Secondly, being humble enough to ask the opinion of others – namely, coaches. My company currently represents a number of coaches, some of whom are experts in youth development. I have done a good job for them in the past and they are delighted to receive DVDs of players on whom I would like their feedback. It can really mean the difference between investing time and resources into a player who may never make it and, on the other side of that chain of reasoning, between having a reliable and experienced 2nd opinion to back up my own thoughts on the player.

So, what can a former player who is now acting as an agent offer? You can expect him to have a lot more contacts earlier on his career than someone like me who had to build everything up from the bottom over a period of time. He may or may not have the same presentation skills and may place less emphasis on the quality of the written work. Maybe it would be useful for him to take a presentation skills course to improve these skills. He will most likely have greater access to better young players earlier on due to the fact he has just finished his playing career and is making the transition from playing to representation, so if you’re an unknown young player then he may already have a complete portfolio of young players and be less willing to take a chance on you. Whilst there is the prestige of being represented by a former big name, does this mean that you will get the personal touch you as a player want and deserve? Equally, there is no guarantee that someone without a playing background will give you the requisite attention.

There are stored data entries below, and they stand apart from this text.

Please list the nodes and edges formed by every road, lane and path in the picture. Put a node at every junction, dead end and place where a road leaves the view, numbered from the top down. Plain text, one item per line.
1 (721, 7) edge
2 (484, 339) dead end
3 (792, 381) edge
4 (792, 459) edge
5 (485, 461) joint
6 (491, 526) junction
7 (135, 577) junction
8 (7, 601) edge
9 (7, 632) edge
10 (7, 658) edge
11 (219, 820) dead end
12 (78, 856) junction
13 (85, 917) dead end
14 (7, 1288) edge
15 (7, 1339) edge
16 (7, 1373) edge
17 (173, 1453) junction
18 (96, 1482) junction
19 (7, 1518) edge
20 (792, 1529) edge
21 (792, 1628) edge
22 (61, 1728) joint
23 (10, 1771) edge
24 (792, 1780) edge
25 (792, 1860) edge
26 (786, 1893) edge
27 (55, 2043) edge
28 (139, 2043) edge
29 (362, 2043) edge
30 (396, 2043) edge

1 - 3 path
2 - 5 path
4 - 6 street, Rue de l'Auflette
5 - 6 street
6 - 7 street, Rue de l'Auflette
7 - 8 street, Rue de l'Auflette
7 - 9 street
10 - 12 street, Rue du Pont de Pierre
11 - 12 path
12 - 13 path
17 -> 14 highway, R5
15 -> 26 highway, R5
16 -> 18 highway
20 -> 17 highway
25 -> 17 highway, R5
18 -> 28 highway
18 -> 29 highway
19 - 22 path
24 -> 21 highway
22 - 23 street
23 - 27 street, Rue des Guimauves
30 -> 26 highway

I’ve had players come to me from other agents with stories about what took place which led to them leaving. I have no doubt that the player is telling the truth and, equally, that the other agent was doing his job properly and professionally but it didn’t work out based on a number of factors…but mainly chemistry. What works for one player and one agent may not be appropriate for the agent and the second player. Likewise, I’ve had 1 or 2 of my clients ask if they could leave the agency or speak to other agents. There is never bad blood, because as much as this is a personal relationship based on trust, it’s also a business deal and there’s no sense in preventing a client from looking elsewhere.

For me, the absolute bottom line is chemistry with my clients. If we’re not getting along well, then I will have no hesitation in terminating the contract and allowing both parties to walk away. I love this game too much, and am deeply fortunate to be able to earn a living doing something I love, to allow it to be hindered by a client with an attitude problem. If it’s not working out, as sometimes happens, then there’s nothing wrong with walking away. Neither party should be unhappy when the excitement of building a successful career together can be incredibly fulfilling.

In summary, I would say that there are really no sure things and perhaps this article has achieved the opposite of what I set out to accomplish – to pose more questions than provide answers! But I hope it’s helped somebody, somewhere, if they are weighing up which type of agent to appoint.

Max Eppel is a soccer Players’ Agent Licensed by The FA. His company is Max Eppel Soccer Agency LLC and has offices in Newport Beach, CA and London, UK. For further information click on

3 replies on “Identifying the Strengths and Weaknesses of an Agent”

I’ve known Max now for some time. He’s a remarkable guy who I can really trust. He really gives sports agents a great name. If my son became a pro, I’d no doubt acquire his services. The guy works hard and is very knowledgeable.

I follow Max’s logic.
As a footballer, once discovered/being approached, I know the skills Max has, this puts his player/client in the best possible scoring position, with regard to the deal and his future.

Max, I know you represent some coaches and can always get advice from them but I pose a little different question. As you scout players do you put more value into players that played for elite clubs and had a career at the college level or those who opted out of h.s. and possibly college soccer to only participate in club soccer or move straight into PDL?